In FIG. 2A, the waveguide of the Mach-Zehnder interferometric optical modulator manufactured by the X or Y cut substrate is the same as the optical waveguide of FIG. 1A, but Z is the optical waveguide in the horizontal direction with the substrate 200 as shown in FIG. 2B. 204 and 206, the direction of the electrode is to be positioned as shown in Figure 2b to use a large electro-optic effect.

In such an optical modulator, one of the most important characteristic values is the switch drive voltage (V)._π)to be. The switching driving voltage applied to the electrode is a voltage used to turn on or off the optical power output of the optical modulator. In the case of the Mach-Zehnder optical modulator, it is a voltage required to change the phase by [pi]. V_πV_π= (λg) / (n_e ³r₃₃One It is calculated by the formula

Λ is the wavelength of the optical signal, g is the distance between the first and second optical waveguide, 1 The interaction length of the electric field and the optical signal, that is, the effective length, n_eIs the effective refractive index, 1 Superposition constant and r₃₃Denotes the electro-optic coefficient.

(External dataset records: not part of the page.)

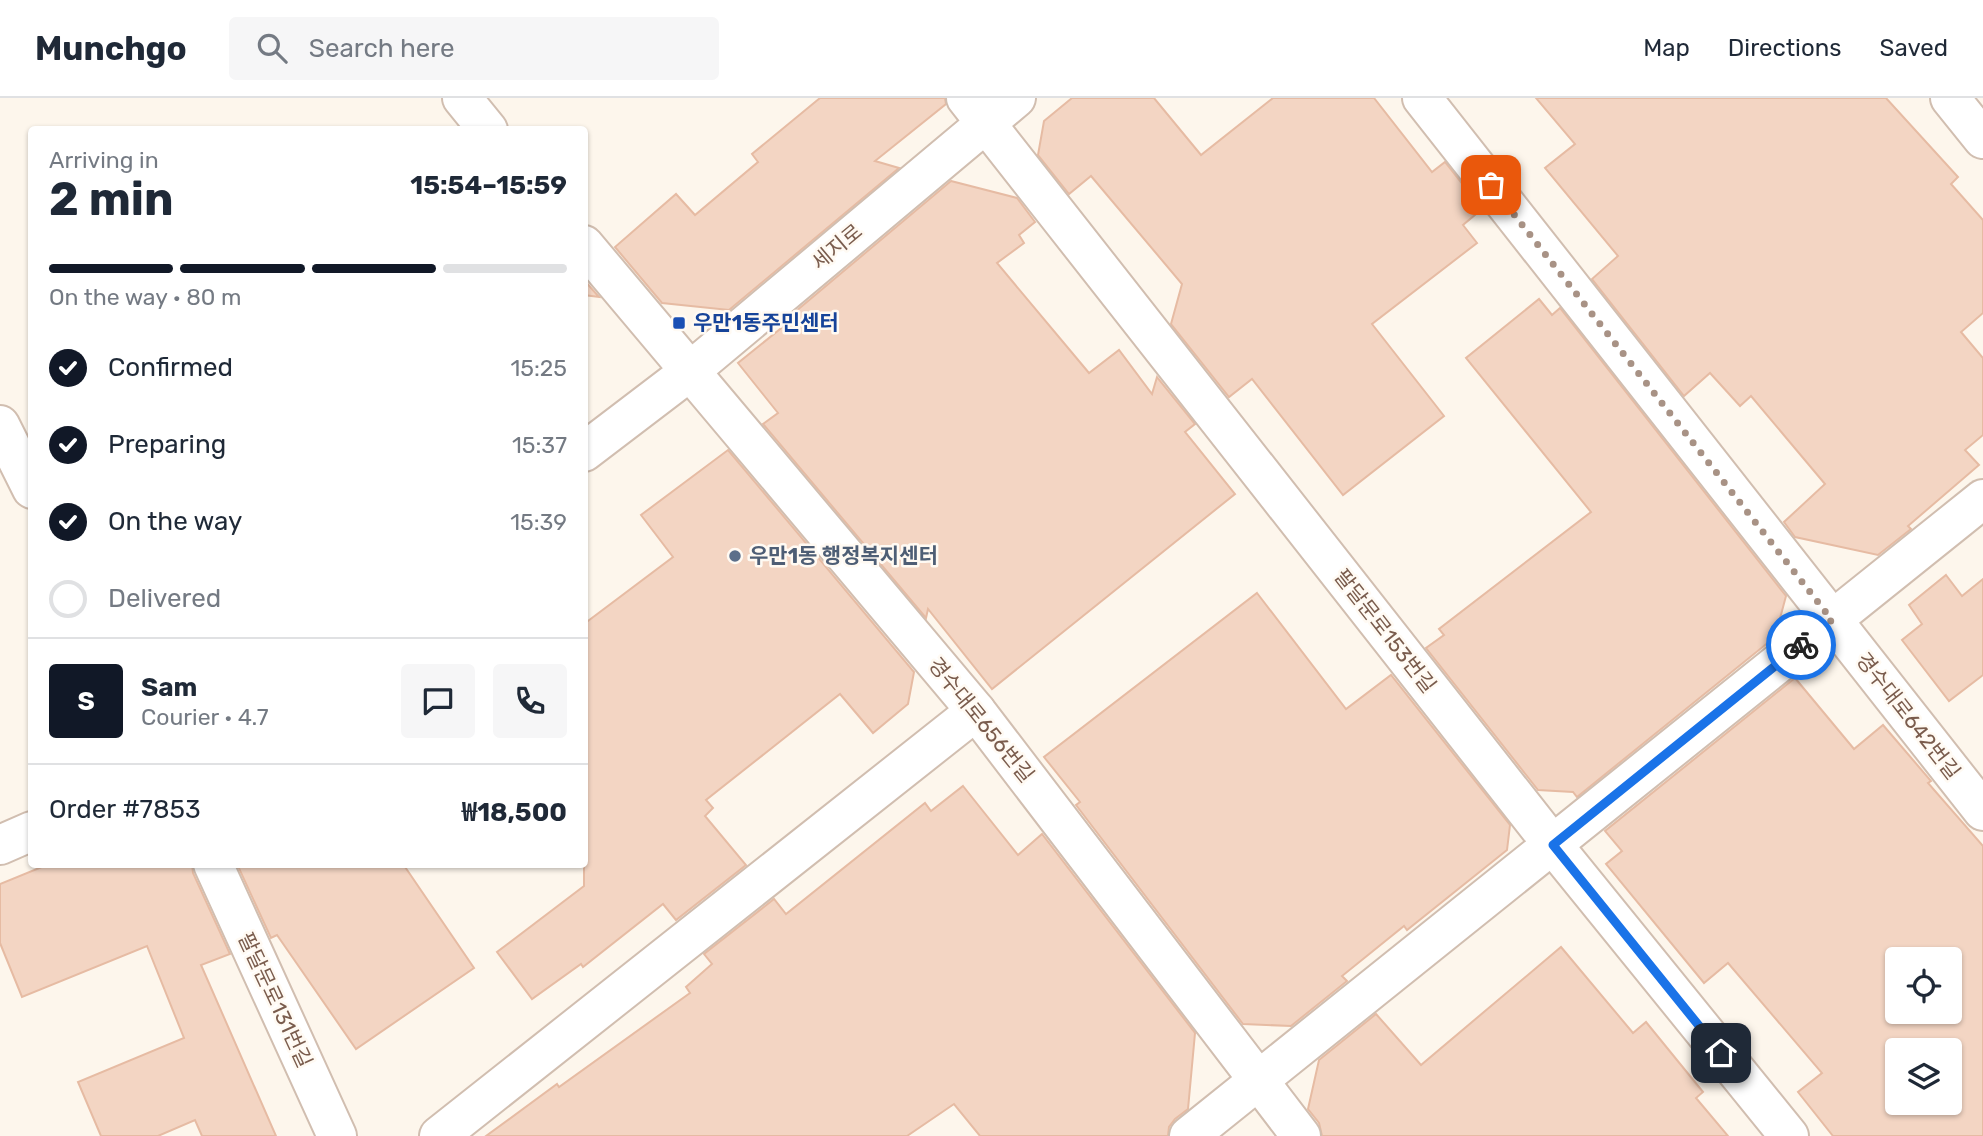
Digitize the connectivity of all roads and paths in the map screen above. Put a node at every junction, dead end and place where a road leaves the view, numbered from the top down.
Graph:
1 (462, 98) edge
2 (1016, 98) edge
3 (1422, 98) edge
4 (1950, 98) edge
5 (975, 110) edge
6 (485, 126) edge
7 (1983, 139) edge
8 (588, 250) edge
9 (689, 372) junction
10 (0, 425) edge
11 (588, 449) edge
12 (28, 481) edge
13 (1983, 499) edge
14 (1832, 620) junction
15 (976, 711) junction
16 (1983, 811) edge
17 (28, 833) edge
18 (0, 845) edge
19 (1553, 845) junction
20 (215, 868) edge
21 (1257, 1081) junction
22 (337, 1136) edge
23 (439, 1136) edge
24 (1189, 1136) edge
25 (1301, 1136) edge
26 (1789, 1136) edge

1 - 6 street
2 - 5 street, 세지로
3 - 14 street
4 - 7 street
5 - 9 street, 세지로
5 - 19 street, 팔달문로153번길
8 - 9 street
9 - 11 street, 세지로
9 - 15 street, 경수대로656번길
10 - 12 street
13 - 14 street
14 - 16 street, 경수대로642번길
14 - 19 street
15 - 21 street, 경수대로656번길
15 - 23 street
17 - 18 street
19 - 21 street
19 - 26 street, 팔달문로153번길
20 - 22 street, 팔달문로131번길
21 - 24 street
21 - 25 street

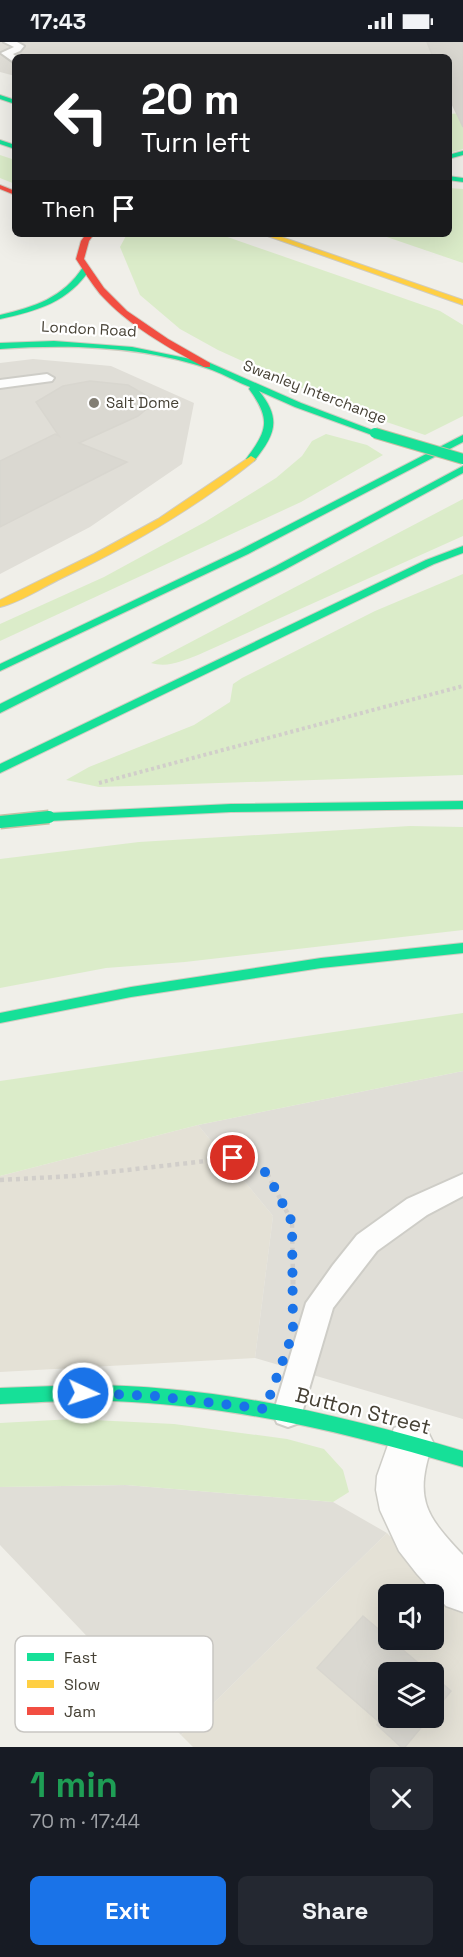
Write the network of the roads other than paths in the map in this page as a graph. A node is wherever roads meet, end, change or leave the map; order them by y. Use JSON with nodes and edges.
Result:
{"nodes":[{"id":1,"x":9,"y":42,"type":"edge"},
{"id":2,"x":3,"y":53,"type":"edge"},
{"id":3,"x":88,"y":237,"type":"edge"},
{"id":4,"x":275,"y":237,"type":"edge"},
{"id":5,"x":69,"y":248,"type":"dead end"},
{"id":6,"x":83,"y":264,"type":"junction"},
{"id":7,"x":463,"y":303,"type":"edge"},
{"id":8,"x":0,"y":317,"type":"edge"},
{"id":9,"x":0,"y":345,"type":"edge"},
{"id":10,"x":210,"y":367,"type":"junction"},
{"id":11,"x":47,"y":378,"type":"dead end"},
{"id":12,"x":0,"y":384,"type":"edge"},
{"id":13,"x":254,"y":389,"type":"junction"},
{"id":14,"x":463,"y":438,"type":"edge"},
{"id":15,"x":463,"y":459,"type":"edge"},
{"id":16,"x":463,"y":469,"type":"edge"},
{"id":17,"x":463,"y":549,"type":"edge"},
{"id":18,"x":0,"y":604,"type":"edge"},
{"id":19,"x":0,"y":668,"type":"edge"},
{"id":20,"x":0,"y":709,"type":"edge"},
{"id":21,"x":0,"y":769,"type":"edge"},
{"id":22,"x":463,"y":805,"type":"edge"},
{"id":23,"x":0,"y":822,"type":"edge"},
{"id":24,"x":463,"y":948,"type":"edge"},
{"id":25,"x":0,"y":1018,"type":"edge"},
{"id":26,"x":463,"y":1184,"type":"edge"},
{"id":27,"x":0,"y":1396,"type":"edge"},
{"id":28,"x":288,"y":1414,"type":"junction"},
{"id":29,"x":410,"y":1442,"type":"junction"},
{"id":30,"x":463,"y":1459,"type":"edge"},
{"id":31,"x":463,"y":1589,"type":"edge"}],
"edges":[{"from":1,"to":2,"type":"lane"},
{"from":3,"to":6,"type":"main road"},
{"from":4,"to":7,"type":"main road"},
{"from":5,"to":6,"type":"main road","name":"Swanley Interchange"},
{"from":6,"to":8,"type":"main road","name":"London Road"},
{"from":6,"to":10,"type":"main road","name":"Swanley Interchange"},
{"from":9,"to":10,"type":"main road","name":"London Road"},
{"from":10,"to":13,"type":"main road","name":"Swanley Interchange"},
{"from":11,"to":12,"type":"lane"},
{"from":13,"to":15,"type":"main road","name":"Swanley Interchange","bridge":true},
{"from":13,"to":18,"type":"main road"},
{"from":14,"to":19,"type":"main road"},
{"from":16,"to":20,"type":"main road"},
{"from":17,"to":21,"type":"main road"},
{"from":22,"to":23,"type":"main road","bridge":true},
{"from":24,"to":25,"type":"main road"},
{"from":26,"to":28,"type":"lane"},
{"from":27,"to":28,"type":"main road","name":"Button Street"},
{"from":28,"to":29,"type":"main road","name":"Button Street"},
{"from":29,"to":30,"type":"main road","name":"Button Street"},
{"from":29,"to":31,"type":"street"}]}
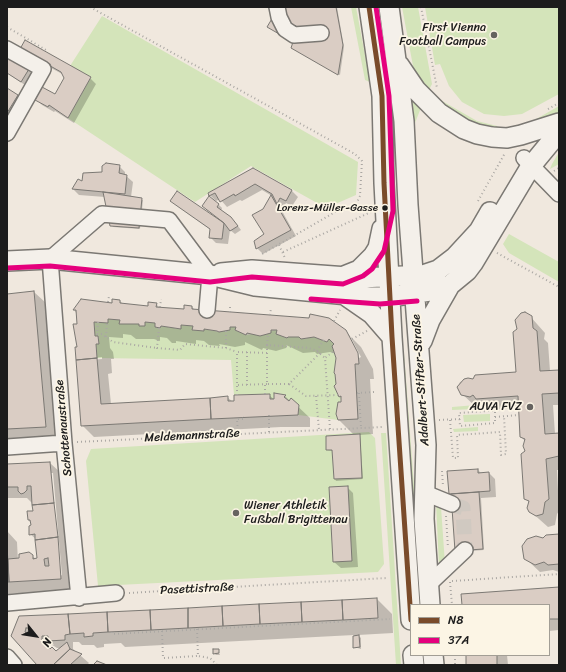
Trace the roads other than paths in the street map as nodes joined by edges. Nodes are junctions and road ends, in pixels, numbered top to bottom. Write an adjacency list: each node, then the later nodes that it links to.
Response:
1 (277, 7): 4 (street)
2 (369, 7): 12 (main road, Adalbert-Stifter-Straße)
3 (390, 8): 6 (main road, Adalbert-Stifter-Straße)
4 (321, 33)
5 (7, 49): 8 (street)
6 (398, 64): 7 (main road); 18 (main road, Adalbert-Stifter-Straße)
7 (555, 120): 10 (main road)
8 (7, 132)
9 (559, 132): 10 (main road)
10 (528, 162): 11 (street); 17 (main road); 18 (main road)
11 (559, 194)
12 (379, 211): 16 (main road, Adalbert-Stifter-Straße); 19 (main road)
13 (50, 259): 14 (main road); 15 (main road); 15 (street); 24 (street, Schottenaustraße)
14 (7, 261)
15 (210, 274): 19 (main road); 19 (main road); 21 (street)
16 (390, 277): 18 (main road); 19 (main road); 20 (main road, Adalbert-Stifter-Straße)
17 (450, 284): 18 (main road); 23 (main road)
18 (415, 285): 20 (main road); 23 (main road, Adalbert-Stifter-Straße)
19 (342, 294): 20 (main road); 22 (main road)
20 (391, 297): 22 (main road, Adalbert-Stifter-Straße)
21 (207, 310)
22 (392, 337): 34 (main road, Adalbert-Stifter-Straße)
23 (420, 346): 26 (main road, Adalbert-Stifter-Straße)
24 (64, 443): 25 (street); 31 (street, Schottenaustraße)
25 (7, 447)
26 (425, 493): 27 (street); 29 (main road, Adalbert-Stifter-Straße)
27 (452, 504)
28 (466, 550): 29 (street)
29 (428, 585): 33 (main road, Adalbert-Stifter-Straße)
30 (116, 594): 31 (street)
31 (79, 598): 32 (street)
32 (7, 603)
33 (430, 604)
34 (410, 605)
35 (7, 657): 36 (street)
36 (14, 665)

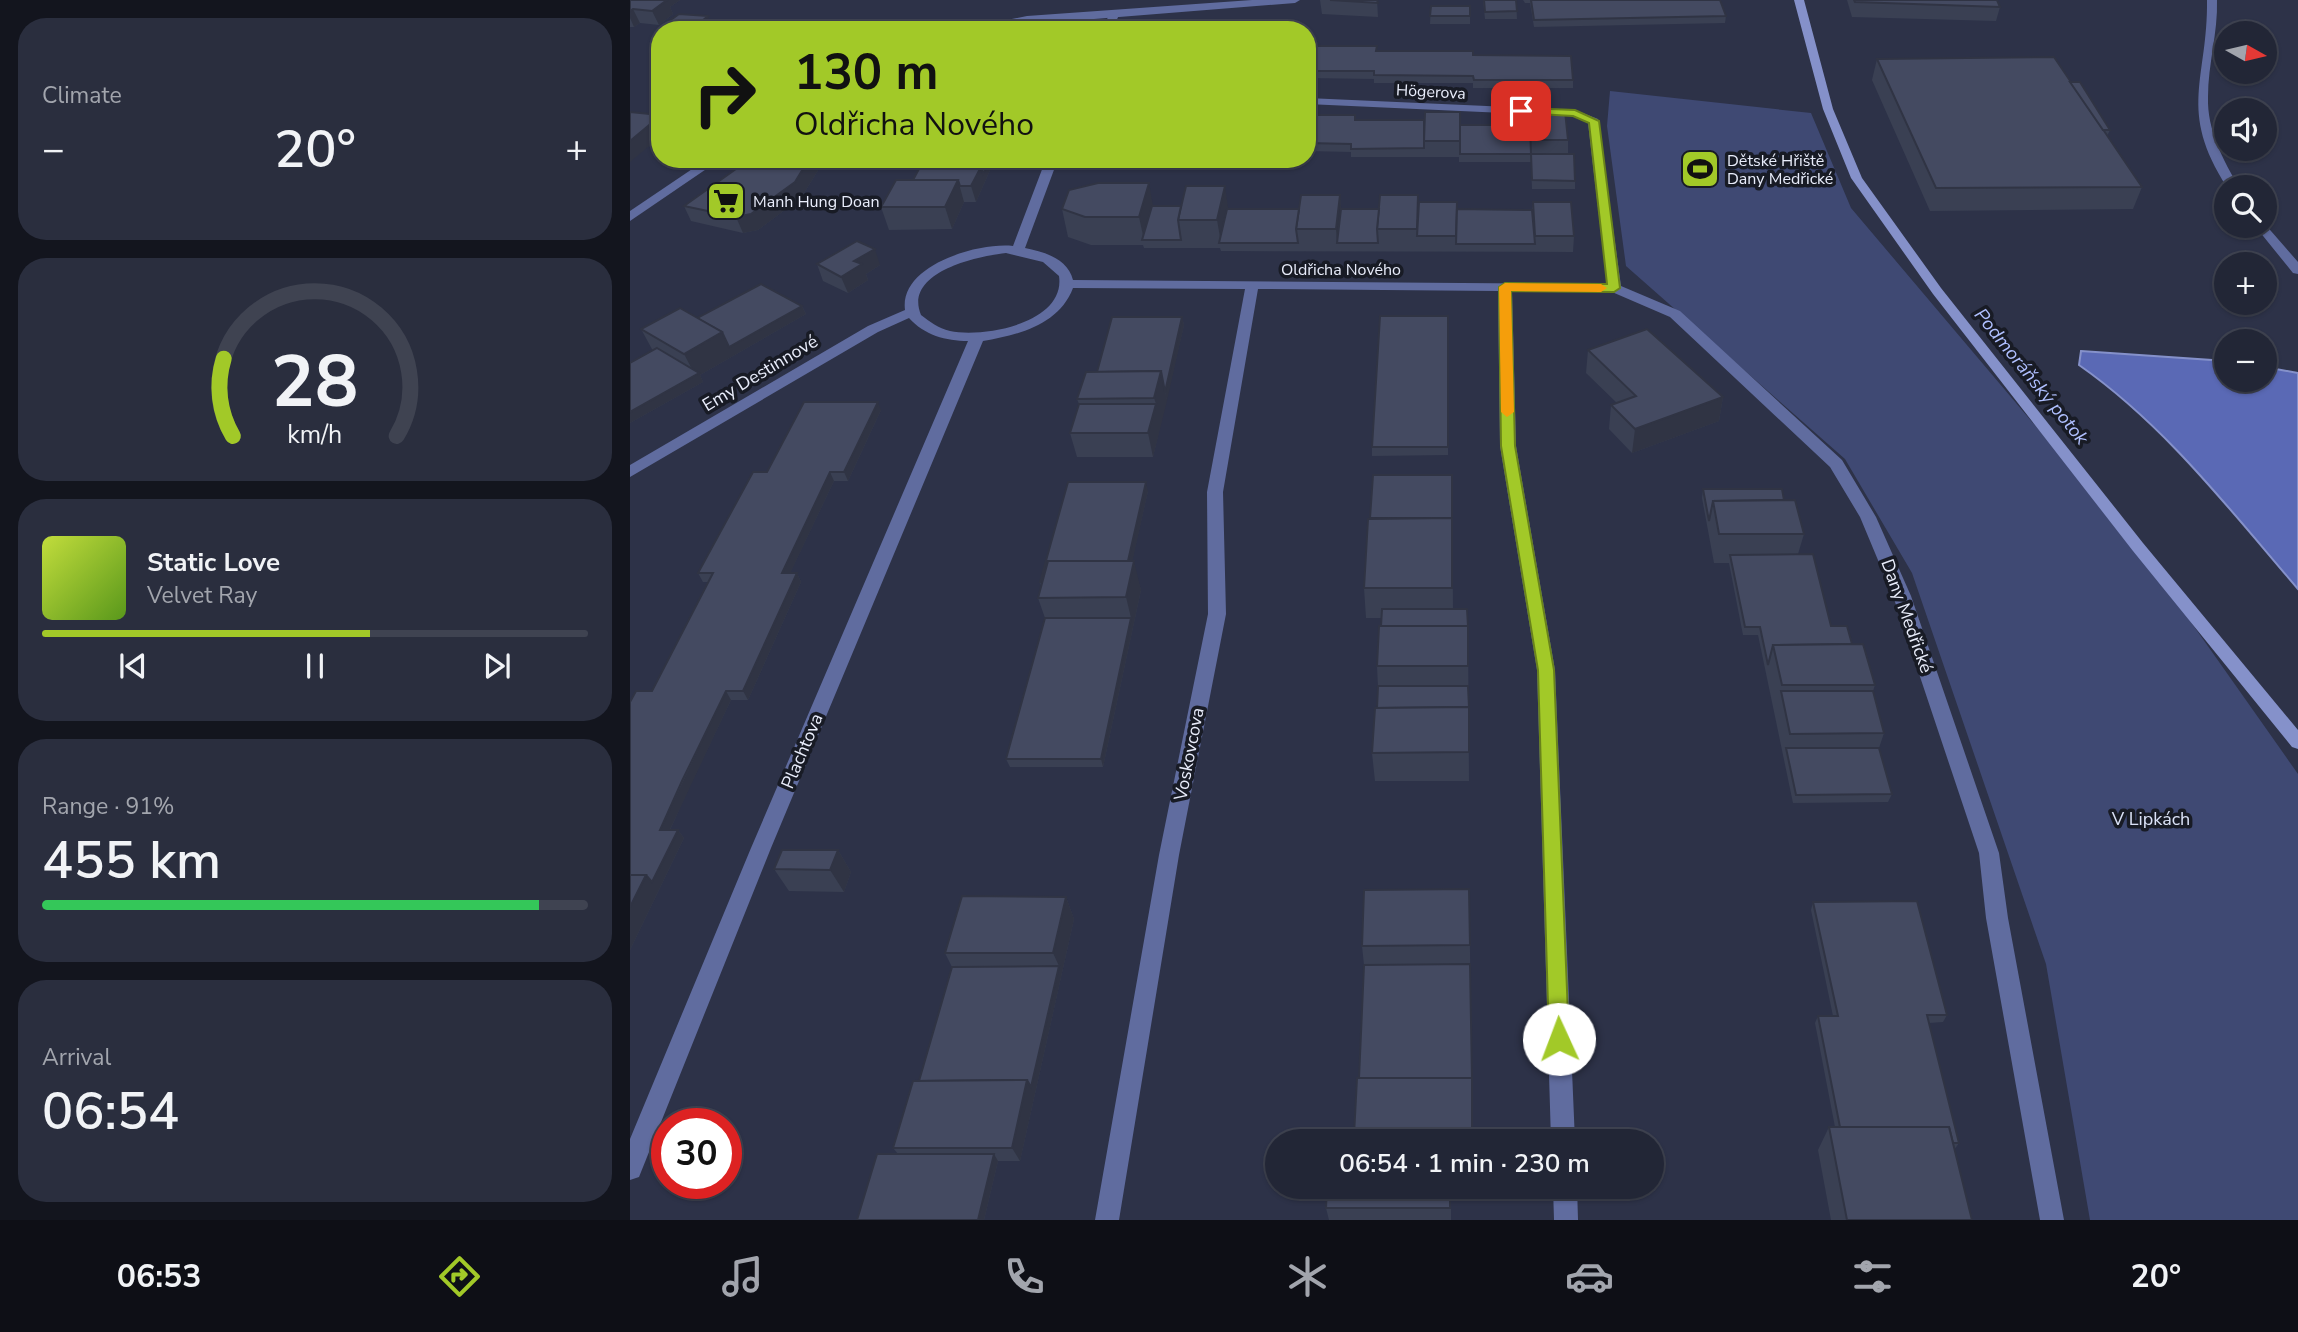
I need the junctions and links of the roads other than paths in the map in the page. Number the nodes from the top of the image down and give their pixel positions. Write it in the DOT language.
graph roads {
  1 [pos="1296,0"];
  2 [pos="2212,0"];
  3 [pos="1114,15"];
  4 [pos="1015,21"];
  5 [pos="1111,21"];
  6 [pos="1316,101"];
  7 [pos="702,168"];
  8 [pos="1049,168"];
  9 [pos="2227,175"];
  10 [pos="630,217"];
  11 [pos="2271,238"];
  12 [pos="1018,250"];
  13 [pos="2298,270"];
  14 [pos="1068,284"];
  15 [pos="1252,286"];
  16 [pos="1505,287"];
  17 [pos="1614,288"];
  18 [pos="912,312"];
  19 [pos="977,337"];
  20 [pos="630,472"];
  21 [pos="1563,1129"];
  22 [pos="630,1168"];
  23 [pos="1565,1199"];
  24 [pos="1107,1220"];
  25 [pos="1566,1220"];
  26 [pos="2052,1220"];
  1 -- 3 [label="street"];
  2 -- 9 [label="street"];
  3 -- 4 [label="street"];
  3 -- 5 [label="street"];
  6 -- 17 [label="street, Högerova"];
  7 -- 10 [label="street"];
  8 -- 12 [label="street"];
  11 -- 13 [label="street"];
  12 -- 14 [label="street"];
  12 -- 18 [label="street"];
  14 -- 15 [label="street, Oldřicha Nového"];
  14 -- 19 [label="street"];
  15 -- 16 [label="street, Oldřicha Nového"];
  15 -- 24 [label="street, Voskovcova"];
  16 -- 17 [label="street, Oldřicha Nového"];
  16 -- 21 [label="street"];
  17 -- 26 [label="street, Dany Medřické"];
  18 -- 19 [label="street"];
  18 -- 20 [label="street, Emy Destinnové"];
  19 -- 22 [label="street, Plachtova"];
  23 -- 25 [label="street"];
}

As can be seen from the above equation, in order to lower the driving voltage, which is the switching voltage, other parameters are already determined, so when designing the optical modulator, the distance g between the two optical waveguides 108, 110, or 204, 206 is reduced or the effective length 1 is reduced. Had to be extended. However, when the spacing between the first and second optical waveguides becomes too close, coupling occurs, which limits the spacing. Thus, 1 Inevitably, the size of the device had to be increased. On the other hand, if the size of the device was to be reduced, the switching voltage had to be increased.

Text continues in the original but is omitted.